_WHAT TO DO_: The result should be a word-for-word retyping of the entries below, free of pictures.

━━━━━━

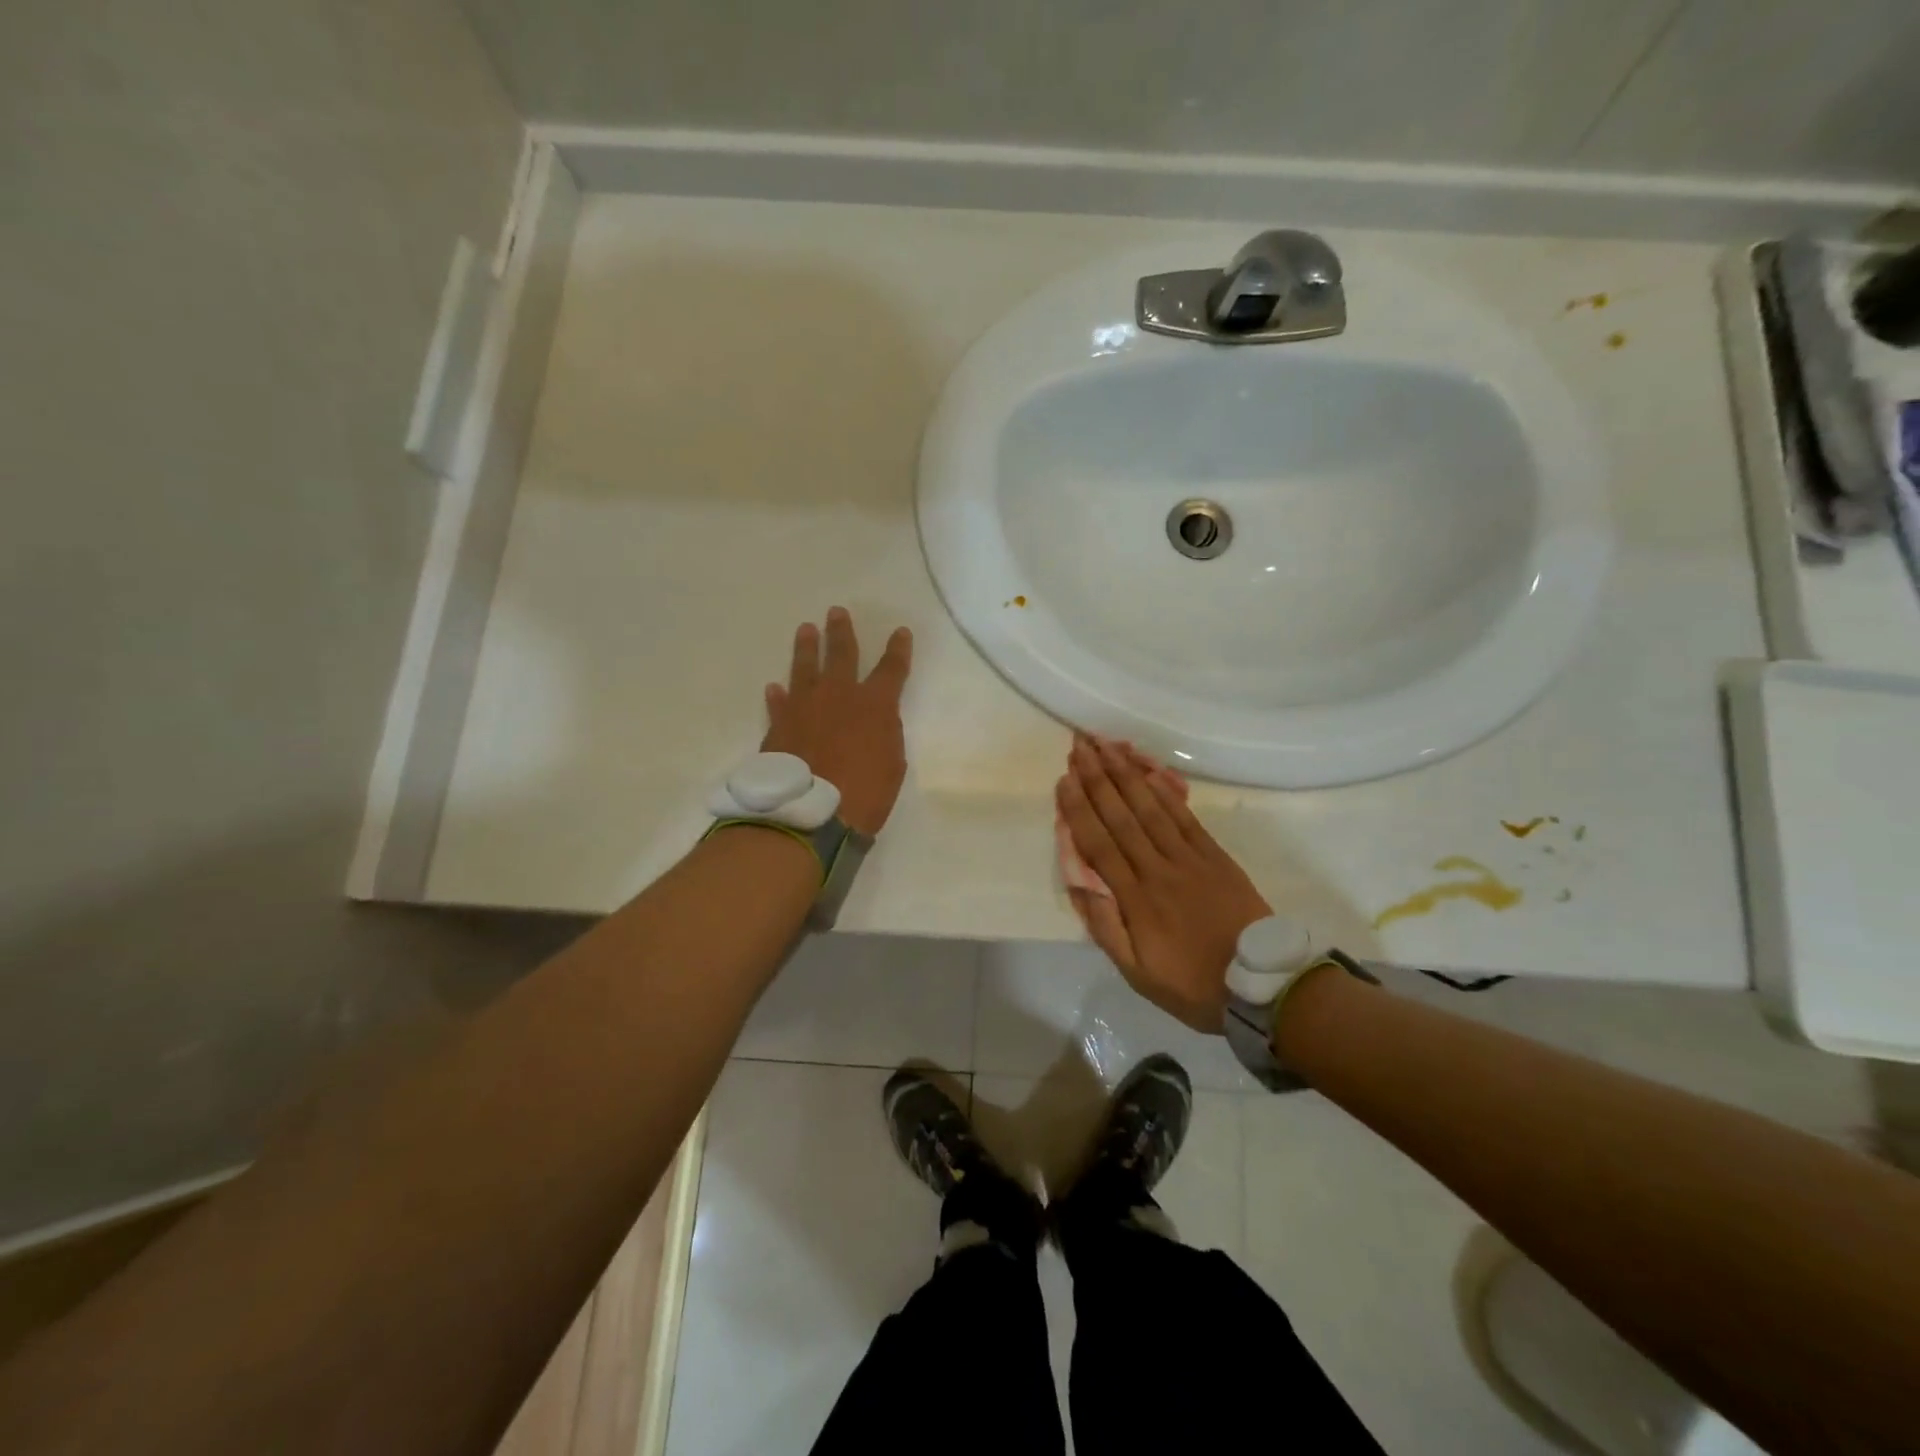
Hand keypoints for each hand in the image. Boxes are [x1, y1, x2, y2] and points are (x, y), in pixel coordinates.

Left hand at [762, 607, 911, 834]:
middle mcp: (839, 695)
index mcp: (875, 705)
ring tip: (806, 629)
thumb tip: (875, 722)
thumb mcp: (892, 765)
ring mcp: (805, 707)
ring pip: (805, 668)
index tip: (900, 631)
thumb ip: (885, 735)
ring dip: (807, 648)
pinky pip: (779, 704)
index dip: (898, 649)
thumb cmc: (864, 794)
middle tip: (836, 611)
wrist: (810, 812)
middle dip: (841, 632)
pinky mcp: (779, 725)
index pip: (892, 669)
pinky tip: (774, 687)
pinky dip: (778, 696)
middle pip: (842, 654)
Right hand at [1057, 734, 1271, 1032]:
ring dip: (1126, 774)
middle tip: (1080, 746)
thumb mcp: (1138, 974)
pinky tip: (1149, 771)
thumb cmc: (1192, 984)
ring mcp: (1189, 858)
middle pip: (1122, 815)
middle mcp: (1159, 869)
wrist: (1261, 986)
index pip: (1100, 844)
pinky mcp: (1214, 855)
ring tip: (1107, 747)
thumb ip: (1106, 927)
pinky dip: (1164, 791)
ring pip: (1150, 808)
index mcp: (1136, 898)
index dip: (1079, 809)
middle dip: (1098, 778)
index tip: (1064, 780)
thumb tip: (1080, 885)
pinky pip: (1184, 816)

━━━━━━

_TASK SOLUTION_:
Hand keypoints for each hand in the image. Boxes are [x1, y1, x2, y2] and points are (x, y), in pixel coordinates.

Left hand at [762, 607, 911, 834]:
middle mcp: (839, 695)
index mcp: (875, 705)
ring tip: (806, 629)
thumb tip: (875, 722)
thumb mcp: (892, 765)
ring mcp: (805, 707)
ring pip: (805, 668)
index tip: (900, 631)
thumb ip: (885, 735)
ring dip: (807, 648)
pinky pip: (779, 704)
index dip: (898, 649)
thumb cmc: (864, 794)
middle tip: (836, 611)
wrist: (810, 812)
middle dip: (841, 632)
pinky mcp: (779, 725)
index pip: (892, 669)
pinky tip: (774, 687)
pinky dip: (778, 696)
middle pip: (842, 654)
Right hand at [1057, 734, 1271, 1032]:
ring dip: (1126, 774)
middle tip: (1080, 746)
thumb mcp: (1138, 974)
pinky tip: (1149, 771)
thumb cmc: (1192, 984)
ring mcp: (1189, 858)
middle pip: (1122, 815)
middle mcp: (1159, 869)
wrist: (1261, 986)
index pip: (1100, 844)
pinky mcp: (1214, 855)
ring tip: (1107, 747)
thumb ip: (1106, 927)
pinky dip: (1164, 791)
ring pip: (1150, 808)
index mcp: (1136, 898)
index dip: (1079, 809)
middle dip: (1098, 778)
index tip: (1064, 780)
thumb tip: (1080, 885)
pinky pip: (1184, 816)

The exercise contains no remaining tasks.